Reputation: 65
I'm trying to make my first game in Actionscript 3. Its a simple artillery game where you have a gun at bottom left corner and AIs flying across the screen which you have to shoot down. Now, in a classing shooter game how this is achieved is either by firing a bullet from the gun and doing a hitTest of that bullet with the AI movieClip or by simply removing(or playing the death animation) the AI movieclip. But here's the problem. I dont wanna do either of them. I want to show a gun with a rapid fire rate and hence no bullets. And I also don't want the player to click exactly ON the AI movieclip to destroy them (just the gun/turret pointing at the correct direction should be enough). So here's what I tried.
This image should help picture the whole thing.
Tried attaching a 'line' to the turret and checking for collision with AI clip. This obviously failed because of the bounding box problem when the line is slanting.
I tried putting multiple tiny movieClips ON the line and iterate through them in a loop and checking for any collision with the AI. This method partially worked, but it was too slow and didn't seem like the 'correct' method.
I draw 2 hypothetical lines.
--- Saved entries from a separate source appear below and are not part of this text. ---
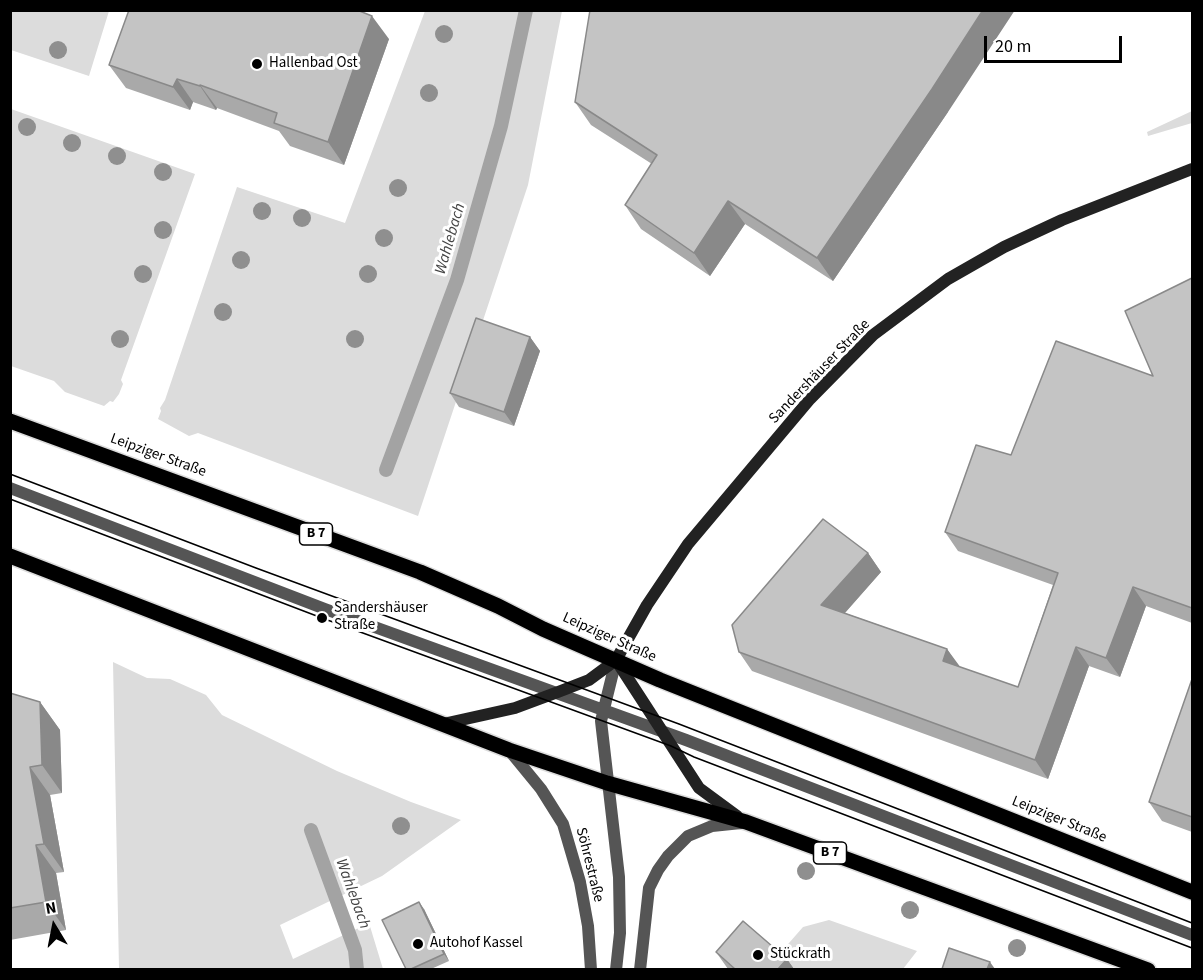 <!DOCTYPE html>
<html>
<head>
<meta charset="utf-8">
<style>
	body { margin:0 }
	#map { position:relative; width:1203px; height:980px; overflow:hidden; background:#fff; font-family:"Source Sans 3",sans-serif }
	canvas { display:block }
	.frame { position:absolute; inset:0; border:12px solid #000; pointer-events:none }
	.north { position:absolute; left:24px; top:896px; width:60px; height:60px; -webkit-text-stroke:4px #fff; paint-order:stroke; rotate:350deg; font-size:16px; font-weight:700; line-height:24px; text-align:center; color:#000 }
	.north::after { content:''; display:block; margin:auto; width:21px; height:27px; background:#000; clip-path:polygon(50% 0,100% 100%,50% 72%,0 100%) }
	.scale { position:absolute; left:984px; top:36px; width:138px; height:27px; box-sizing:border-box; border:3px solid #000; border-top:0; padding-left:8px; font-size:18px; line-height:21px; white-space:nowrap; color:#000; -webkit-text-stroke:4px #fff; paint-order:stroke }
</style>
</head>
<body>
<div id="map">
<canvas width="1203" height="980"></canvas>
<div class="frame"></div>
<div class="north">N</div>
<div class="scale">20 m</div>
</div>
<script>
const g = document.querySelector('canvas').getContext('2d');
g.lineJoin = 'round';
function fillPath(path, color) {
  g.fillStyle = color;
  g.fill(path, 'evenodd');
}
function toPath(rows) {
  const path = new Path2D();
  for (const r of rows) {
    path.moveTo(r[0], r[1]);
    for (let i = 2; i < r.length; i += 2) path.lineTo(r[i], r[i + 1]);
  }
  return path;
}
function trace(path, color, width, dash) {
  g.strokeStyle = color;
  g.lineWidth = width;
  g.lineCap = dash ? 'butt' : 'round';
  g.setLineDash(dash || []);
  g.stroke(path);
}
function label(font, color, halo, rows, align = 'center') {
  g.font = font + ' "Source Sans 3",sans-serif';
  g.lineWidth = 6;
  g.setLineDash([]);
  g.textBaseline = 'middle';
  g.strokeStyle = halo;
  g.fillStyle = color;
  for (const [text, x, y, turn = 0] of rows) {
    g.save();
    g.translate(x, y);
    g.rotate((+turn || 0) * Math.PI / 180);
    g.textAlign = isNaN(turn) ? turn : align;
    if (halo) g.strokeText(text, 0, 0);
    g.fillText(text, 0, 0);
    g.restore();
  }
}
fillPath(toPath([
	[11,10,109,11,89,76,11,50],
	[425,11,562,11,528,185,418,516,198,433,189,436,158,419,161,411,160,408,165,400,237,187,345,223],
	[11,109,195,174,121,380,123,384,119,394,113,402,110,401,104,406,65,392,54,381,11,366],
	[1192,111,1192,123,1148,136,1147,132],
	[113,662,147,678,170,679,206,695,222,715,337,771,411,802,461,820,382,876,280,925,293,959,369,923,383,969,119,969],
	[829,920,917,951,903,969,794,969,782,951,803,927]
]), '#dcdcdc');
trace(toPath([
	[386,470,457,280,501,126,526,10],
	[311,830,355,950,357,970]
]), '#a3a3a3', 14);
const primary = toPath([
	[10,421,420,572,498,606,543,629,660,680,1192,892],
	[10,556,509,750,607,783,746,822,1148,970]
]);
trace(primary, '#dbdbdb', 18);
trace(toPath([
	[10,488,325,609,686,740,1192,935],
	[616,970,620,933,619,877,601,721,616,660]
]), '#555', 12);
trace(toPath([
	[509,750,541,789,563,824,580,882,588,926,591,970],
	[640,970,649,888,658,870,668,856,688,836,712,826,741,823]
]), '#555', 12);
trace(toPath([
	[616,660,699,788,737,816],
	[443,724,515,708,558,692,589,680,616,660,647,605,688,544,810,399,873,335,948,279,1004,247,1062,220,1192,169]
]), '#222', 12);
trace(primary, '#000', 15);
trace(toPath([
	[10,474,256,568,679,724,1192,923],
	[10,499,322,618,671,746,694,757,1192,948]
]), '#000', 1.5);
g.fillStyle = '#8f8f8f';
for (const [x, y] of [
	[444,34],
	[58,50],
	[429,93],
	[27,127],
	[72,143],
	[117,156],
	[163,172],
	[398,188],
	[262,211],
	[302,218],
	[163,230],
	[384,238],
	[241,260],
	[143,274],
	[368,274],
	[223,312],
	[120,339],
	[355,339],
	[401,826],
	[806,871],
	[910,910],
	[1017,948]
]) {
  g.beginPath();
  g.arc(x, y, 9, 0, 2 * Math.PI);
  g.fill();
}
fillPath(toPath([
	[389,39,344,165,290,146,279,131,217,108,216,110,193,102,190,110,126,88,109,65],
	[575,102,948,112,833,281,745,224,710,276,641,229,625,205,652,164,591,125],
	[1192,278,1192,623,1146,606,1120,677,1089,666,1048,779,752,671,739,652,868,553,881,572,845,613,947,649,959,667,1018,687,1053,585,958,551,945,532,1011,455,1153,376],
	[530,337,540,351,514,426,459,407,450,393],
	[1192,679,1192,832,1162,821,1149,802],
	[10,693,40,702,60,730,62,793,50,795,64,872,56,873,66,930,10,940],
	[424,909,449,961,431,969,406,969],
	[716,952,787,959,794,969,728,969]
]), '#a9a9a9');
fillPath(toPath([
	[983,10,1015,10,948,112,833,281,817,258],
	[372,16,389,39,344,165,328,142],
	[177,79,193,102,190,110,173,87],
	[200,85,217,108,216,110,200,86],
	[728,201,745,224,710,276,694,253],
	[530,337,540,351,514,426,504,412],
	[868,553,881,572,835,624,821,605],
	[1133,587,1146,606,1120,677,1106,658],
	[1076,647,1089,666,1048,779,1035,760],
	[947,649,961,668,943,661],
	[40,702,60,730,62,793,42,765],
	[30,767,50,795,64,872,44,844],
	[36,845,56,873,66,930,46,902],
	[419,902,424,909,449,961,444,954],
	[787,959,794,969,778,969],
	[990,962,995,969,987,969]
]), '#898989');
const building = toPath([
	[129,10,357,10,372,16,328,142,274,123,277,113,200,85,200,86,177,79,173,87,109,65,129,10],
	[590,10,983,10,932,89,817,258,728,201,694,253,625,205,657,155,575,102,590,10],
	[1192,278,1192,608,1133,587,1106,658,1076,647,1035,760,739,652,732,625,823,519,868,553,821,605,947,649,943,661,1018,687,1058,573,945,532,976,445,1011,455,1056,341,1153,376,1125,311,1192,278],
	[476,318,530,337,504,412,450,393,476,318],
	[1192,679,1192,817,1149,802,1192,679],
	[10,693,40,702,42,765,30,767,44,844,36,845,46,902,10,908,10,693],
	[419,902,444,954,411,969,406,969,382,920,419,902],
	[743,921,787,959,778,969,735,969,716,952,743,921],
	[949,948,990,962,987,969,942,969,949,948]
]);
fillPath(building, '#c4c4c4');
trace(building, '#898989', 1.5);
for (const [x, y, r, color] of [
	[257,64,6,"#000"],
	[322,618,6,"#000"],
	[418,944,6,"#000"],
	[758,955,6,"#000"]
]) {
  const dot = new Path2D();
  dot.arc(x, y, r, 0, 2 * Math.PI);
  g.fillStyle = color;
  g.fill(dot);
  trace(dot, '#fff', 2);
}
for (const [x, y, w] of [
	[316,534,33],
	[830,853,33]
]) {
  const box = new Path2D();
  box.roundRect(x - w / 2, y - 11, w, 22, 4.5);
  g.fillStyle = '#fff';
  g.fill(box);
  trace(box, '#000', 1.5);
}
label('bold 14px', '#000', null, [
	["B 7",316,534],
	["B 7",830,853]
]);
label('15px', '#000', '#fff', [
	["Hallenbad Ost",269,64],
	["Sandershäuser",334,609],
	["Straße",334,626],
	["Autohof Kassel",430,944],
	["Stückrath",770,955]
], 'left');
label('15px', '#000', '#fff', [
	["Sandershäuser Straße",820,372,-46],
	["Leipziger Straße",158,456,20],
	["Leipziger Straße",609,638,24],
	["Leipziger Straße",1059,820,22],
	["Söhrestraße",589,865,76]
]);
label('italic 16px', '#444', '#fff', [
	["Wahlebach",451,239,-74],
	["Wahlebach",352,894,70]
]);
</script>
</body>
</html>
One between p1 and p2 and other connecting p3 and p4 (please see the image above). p3----p4's lenght = AI.width and is a horizontal line running right through the center of the AI MovieClip. Upon mouseClick I check for any intersection between these two lines. Now if I have multiple AIs on the screen, Again i need to iterate through each of them, draw a fresh p3-----p4 and check for intersection with p1-----p2.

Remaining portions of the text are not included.